Os partidos portugueses são viciados em mitos, que instalam no debate público para enviesar a nossa percepção da realidade. Não é de agora. Por exemplo, se há talento que se reconhece a José Sócrates, era precisamente o de manipular os factos para os encaixar em histórias virtuais de sucesso e, posteriormente, desresponsabilizar-se quando tudo desmoronou. Ora, uma das responsabilidades do jornalismo ou de quem comenta a actualidade assenta precisamente no contrariar desses mitos e no recolocar dos factos na linha da frente.

Um dos mitos que vigora desde há dois anos é este: o governo fez uma boa gestão da pandemia. Acontece que isto não é verdade. Não é verdade na Educação, como já descrevi num artigo anterior. Não é verdade na Cultura, onde os agentes culturais ficaram à mercê da solidariedade entre pares e onde o Estado fracassou nos eventos-piloto. Não é verdade na economia, onde a recuperação será lenta e verá Portugal a afundar-se na cauda europeia. E, claro, não é verdade na Saúde, onde a degradação dos serviços públicos é indesmentível e os indicadores de excesso de mortalidade comprovam os erros nas estratégias adoptadas nos últimos dois anos.

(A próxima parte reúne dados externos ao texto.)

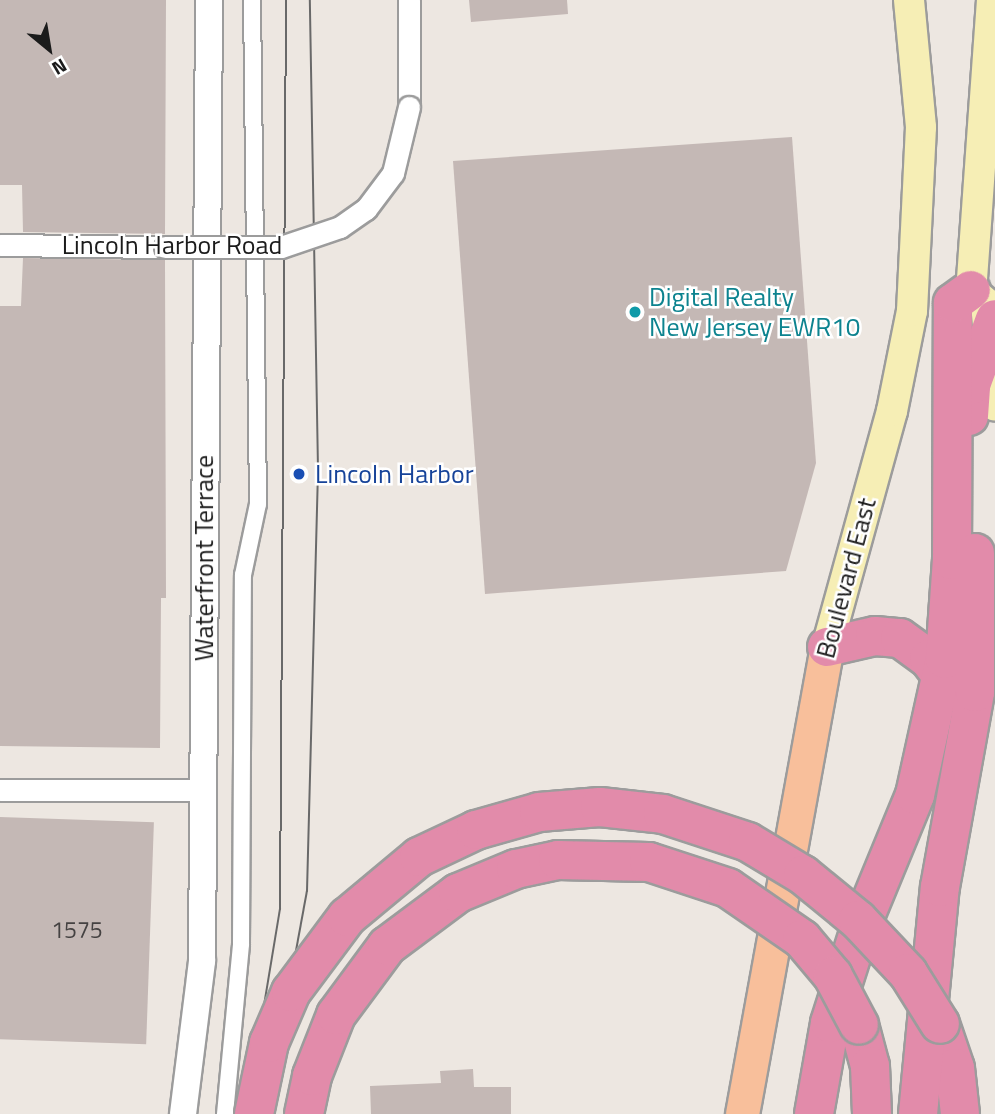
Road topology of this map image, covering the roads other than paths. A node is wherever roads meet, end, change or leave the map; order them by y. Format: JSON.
{"nodes":[{"id":1,"x":209,"y":0,"type":"edge"},
{"id":2,"x":252,"y":0,"type":"edge"},
{"id":3,"x":409,"y":0,"type":"edge"},
{"id":4,"x":909,"y":0,"type":"edge"},
{"id":5,"x":992,"y":0,"type":"edge"},
{"id":6,"x":0,"y":245,"type":"edge"},
{"id":7,"x":971,"y":290,"type":"junction"},
{"id":8,"x":991,"y":328,"type":"edge"},
{"id":9,"x":995,"y":406,"type":"edge"},
{"id":10,"x":827,"y":647,"type":"junction"},
{"id":11,"x":942,"y":675,"type":"junction"},
{"id":12,"x":971,"y":717,"type":"junction"},
{"id":13,"x":0,"y":790,"type":"edge"},
{"id":14,"x":204,"y":790,"type":"junction"},
{"id":15,"x":183,"y":1114,"type":"edge"},
{"id":16,"x":225,"y":1114,"type":"edge"},
{"id":17,"x":254,"y":1114,"type":"edge"},
{"id":18,"x":304,"y":1114,"type":"edge"},
{"id":19,"x":741,"y":1114,"type":"edge"},
{"id":20,"x":814,"y":1114,"type":"edge"},
{"id":21,"x":872,"y":1114,"type":"edge"},
{"id":22,"x":918,"y":1114,"type":"edge"},
{"id":23,"x":960,"y":1114,"type":"edge"}],
"edges":[{"from":1,"to":14,"type":"street","name":"Waterfront Terrace"},
{"from":2,"to":16,"type":"street"},
{"from":3,"to":6,"type":"street","name":"Lincoln Harbor Road","bridge":true},
{"from":4,"to":10,"type":"main road","name":"Boulevard East"},
{"from":5,"to":7,"type":"main road"},
{"from":7,"to":8,"type":"main road"},
{"from":7,"to":11,"type":"highway"},
{"from":8,"to":9,"type":"main road"},
{"from":8,"to":12,"type":"highway"},
{"from":10,"to":11,"type":"highway"},
{"from":10,"to":19,"type":"main road","name":"Boulevard East"},
{"from":11,"to":12,"type":"highway"},
{"from":11,"to":20,"type":"highway"},
{"from":12,"to":22,"type":"highway"},
{"from":13,"to":14,"type":"street"},
{"from":14,"to":15,"type":"street","name":"Waterfront Terrace"},
{"from":17,"to":23,"type":"highway","bridge":true},
{"from":18,"to":21,"type":"highway","bridge":true}]}
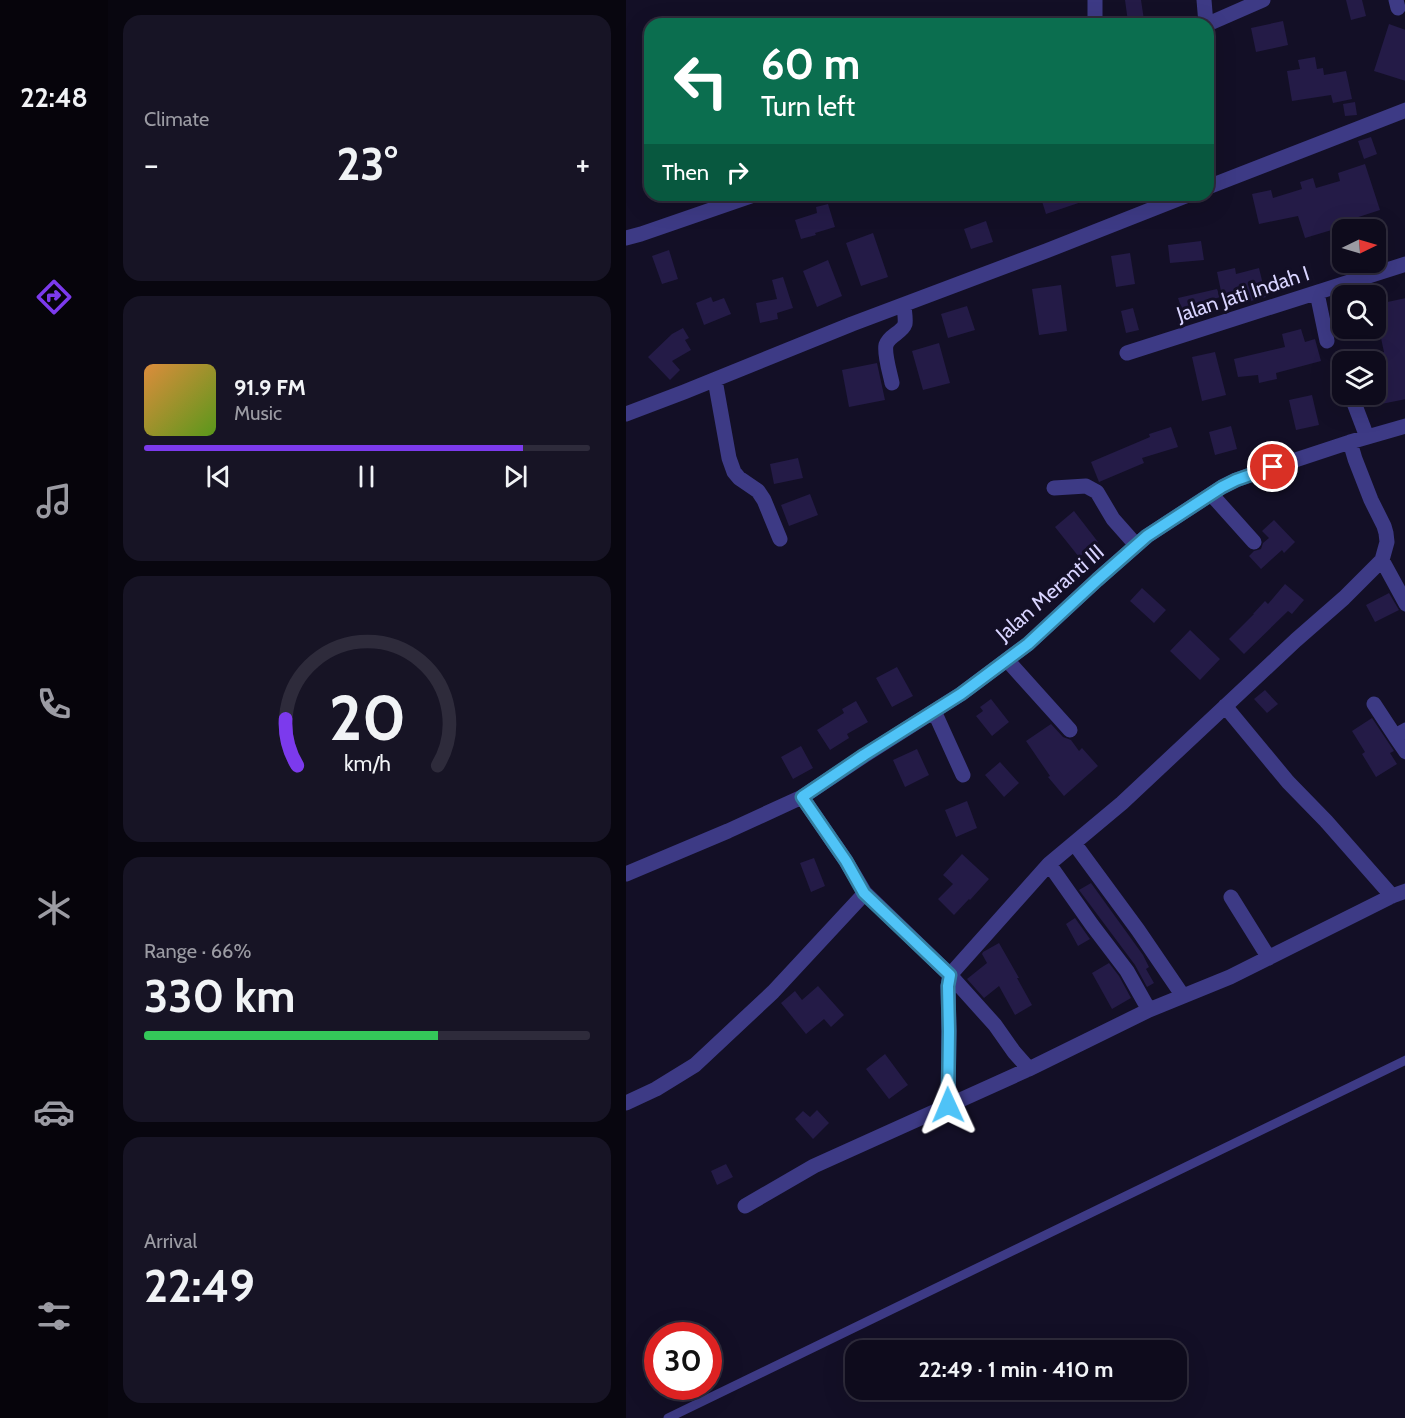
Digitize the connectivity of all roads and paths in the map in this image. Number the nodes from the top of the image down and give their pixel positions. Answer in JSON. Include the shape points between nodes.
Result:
{"nodes":[{"id":1,"x":1095,"y":0,"type":"edge"},
{"id":2,"x":1204,"y":0,"type":"edge"},
{"id":3,"x":1262,"y":0,"type":"edge"},
{"id":4,"x":1095,"y":18,"type":"edge"},
{"id":5,"x":1206,"y":18,"type":"edge"},
{"id":6,"x":1214,"y":21,"type":"edge"},
{"id":7,"x":1406,"y":110,"type":"edge"},
{"id":8,"x":1214,"y":185,"type":"edge"},
{"id":9,"x":722,"y":201,"type":"edge"},
{"id":10,"x":1149,"y":202,"type":"edge"},
{"id":11,"x":626,"y":238,"type":"edge"},
{"id":12,"x":1406,"y":264,"type":"edge"},
{"id":13,"x":1317,"y":293,"type":"junction"},
{"id":14,"x":904,"y":305,"type":"junction"},
{"id":15,"x":1327,"y":341,"type":"dead end"},
{"id":16,"x":1127,"y":353,"type":"dead end"},
{"id":17,"x":715,"y":380,"type":"junction"},
{"id":18,"x":892,"y":383,"type":"dead end"},
{"id":19,"x":1355,"y":405,"type":"edge"},
{"id":20,"x":626,"y":414,"type":"edge"},
{"id":21,"x":1406,"y":426,"type":"edge"},
{"id":22,"x":1367,"y":437,"type":"junction"},
{"id":23,"x":1350,"y":442,"type":"junction"},
{"id":24,"x":1054,"y":488,"type":"dead end"},
{"id":25,"x":1211,"y":494,"type":"junction"},
{"id":26,"x":780,"y":539,"type":"dead end"},
{"id":27,"x":1254,"y":542,"type":"dead end"},
{"id":28,"x":1136,"y":545,"type":"junction"},
{"id":29,"x":1382,"y":560,"type":"junction"},
{"id":30,"x":1406,"y":604,"type":"edge"},
{"id":31,"x":1007,"y":660,"type":"junction"},
{"id":32,"x":1374,"y":704,"type":"dead end"},
{"id":33,"x":1225,"y":706,"type":"junction"},
{"id":34,"x":934,"y":711,"type":"junction"},
{"id":35,"x":1070,"y":730,"type":"dead end"},
{"id":36,"x":1400,"y":733,"type":"edge"},
{"id":37,"x":1406,"y":752,"type":"edge"},
{"id":38,"x":963,"y":775,"type":"dead end"},
{"id":39,"x":802,"y":797,"type":"junction"},
{"id":40,"x":1074,"y":843,"type":"junction"},
{"id":41,"x":1049,"y":864,"type":"junction"},
{"id":42,"x":626,"y":874,"type":"edge"},
{"id":43,"x":864,"y":893,"type":"junction"},
{"id":44,"x":1399,"y":893,"type":"edge"},
{"id":45,"x":1231,"y":897,"type":"dead end"},
{"id":46,"x":1270,"y":958,"type":"junction"},
{"id":47,"x":950,"y":975,"type":"junction"},
{"id":48,"x":1183,"y":996,"type":"junction"},
{"id":49,"x":1149,"y":1010,"type":"junction"},
{"id":50,"x":1406,"y":1060,"type":"edge"},
{"id":51,"x":1029,"y":1069,"type":"junction"},
{"id":52,"x":626,"y":1102,"type":"edge"},
{"id":53,"x":948,"y":1105,"type":"junction"},
{"id":54,"x":745,"y":1206,"type":"dead end"},
{"id":55,"x":668,"y":1418,"type":"edge"}],
"edges":[{"from":1,"to":4,"type":"street"},
{"from":2,"to":5,"type":"street"},
{"from":3,"to":6,"type":"street"},
{"from":7,"to":8,"type":"street"},
{"from":9,"to":11,"type":"street"},
{"from":10,"to":14,"type":"street","via":[[1046,251]]},
{"from":12,"to":13,"type":"street","name":"Jalan Jati Indah I"},
{"from":13,"to":15,"type":"street"},
{"from":13,"to":16,"type":"street","name":"Jalan Jati Indah I"},
{"from":14,"to":17,"type":"street"},
{"from":14,"to":18,"type":"street","via":[[903,327],[886,345]]},
{"from":17,"to":20,"type":"street"},
{"from":17,"to":26,"type":"street","via":[[734,472],[758,491]]},
{"from":19,"to":22,"type":"street"},
{"from":21,"to":22,"type":"street","name":"Jalan Meranti III"},
{"from":22,"to":23,"type":"street","name":"Jalan Meranti III"},
{"from":23,"to":25,"type":"street","name":"Jalan Meranti III","via":[[1236,480]]},
{"from":23,"to":29,"type":"street","via":[[1386,533]]},
{"from":24,"to":28,"type":"street","via":[[1086,486],[1097,492],[1113,519]]},
{"from":25,"to":27,"type":"street"},
{"from":25,"to":28,"type":"street","name":"Jalan Meranti III"},
{"from":28,"to":31,"type":"street","name":"Jalan Meranti III"},
{"from":29,"to":30,"type":"street"},
{"from":29,"to":33,"type":"street"},
{"from":31,"to":34,"type":"street","name":"Jalan Meranti III"},
{"from":31,"to":35,"type":"street"},
{"from":32,"to":36,"type":"street"},
{"from":33,"to":40,"type":"street"},
{"from":33,"to":44,"type":"street","via":[[1288,782]]},
{"from":34,"to":38,"type":"street"},
{"from":34,"to":39,"type":"street","name":"Jalan Meranti III"},
{"from":36,"to":37,"type":"street"},
{"from":39,"to":42,"type":"street","name":"Jalan Meranti III"},
{"from":39,"to":43,"type":"street"},
{"from":40,"to":41,"type":"street"},
{"from":40,"to":48,"type":"street"},
{"from":41,"to":47,"type":"street"},
{"from":41,"to":49,"type":"street","via":[[1127,971]]},
{"from":43,"to":47,"type":"street"},
{"from":43,"to":52,"type":"street","via":[[773,992],[695,1065]]},
{"from":44,"to":46,"type":"street"},
{"from":45,"to":46,"type":"street"},
{"from":46,"to":48,"type":"street"},
{"from":47,"to":51,"type":"street"},
{"from":47,"to":53,"type":"street"},
{"from":48,"to":49,"type":"street"},
{"from":49,"to":51,"type":"street"},
{"from":50,"to":55,"type":"lane"},
{"from":51,"to":53,"type":"street"},
{"from":53,"to":54,"type":"street","via":[[814,1166]]}]}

A DGS reconhece-o. Em 2020, identificaram-se seis picos de mortalidade, sendo que a Covid-19 apenas explica directamente dois. Isto significa que, em 2020, a pandemia teve um impacto indirecto muito significativo, seja porque houve doentes que não tiveram acesso a cuidados de saúde por incapacidade de resposta dos serviços, seja porque o medo instalado afastou muitos utentes dos hospitais, seja porque os confinamentos geraram mais complicações e menos diagnósticos. No total, em 2020, houve um aumento de 14% da mortalidade, dos quais a Covid-19 apenas explica directamente 5,9 p.p. — menos de metade. Traduzindo: milhares de portugueses morreram porque o “combate à Covid-19” interferiu com os seus cuidados médicos.

Onde estão as análises a 2021? Ainda não estão em lado nenhum, pois a DGS só agora lançou a sua análise aos dados de 2020 — um ano e meio depois, o que é incompreensível. Infelizmente, a expectativa para 2021 não é melhor. Aliás, o efeito prolongado da ausência de cuidados médicos resultará numa onda de óbitos causados por diagnósticos tardios, tratamentos adiados ou acompanhamentos inexistentes. E não é por falta de alertas: desde 2020, dezenas de especialistas têm assinalado as consequências nefastas e o preço a pagar por se orientar os serviços de saúde para a Covid-19.

Quererá o país discutir estes números, debater estas opções, escrutinar o seu governo? Talvez não queira. Em Janeiro passado, os partidos rejeitaram incluir balanços da gestão da pandemia na campanha eleitoral. E, apesar de tudo isto, Marta Temido é a ministra com maiores índices de popularidade no governo. O #vaificartudobem passou de mantra para resignação e mito — um mito que o governo explorou à exaustão, para em grande medida ocultar os seus erros na gestão da pandemia. Não, não vai ficar tudo bem. Os erros existiram, tiveram consequências e merecem ser discutidos. Há um escrutínio por fazer, verdades por apurar e responsabilidades por atribuir. Vamos mesmo ficar calados?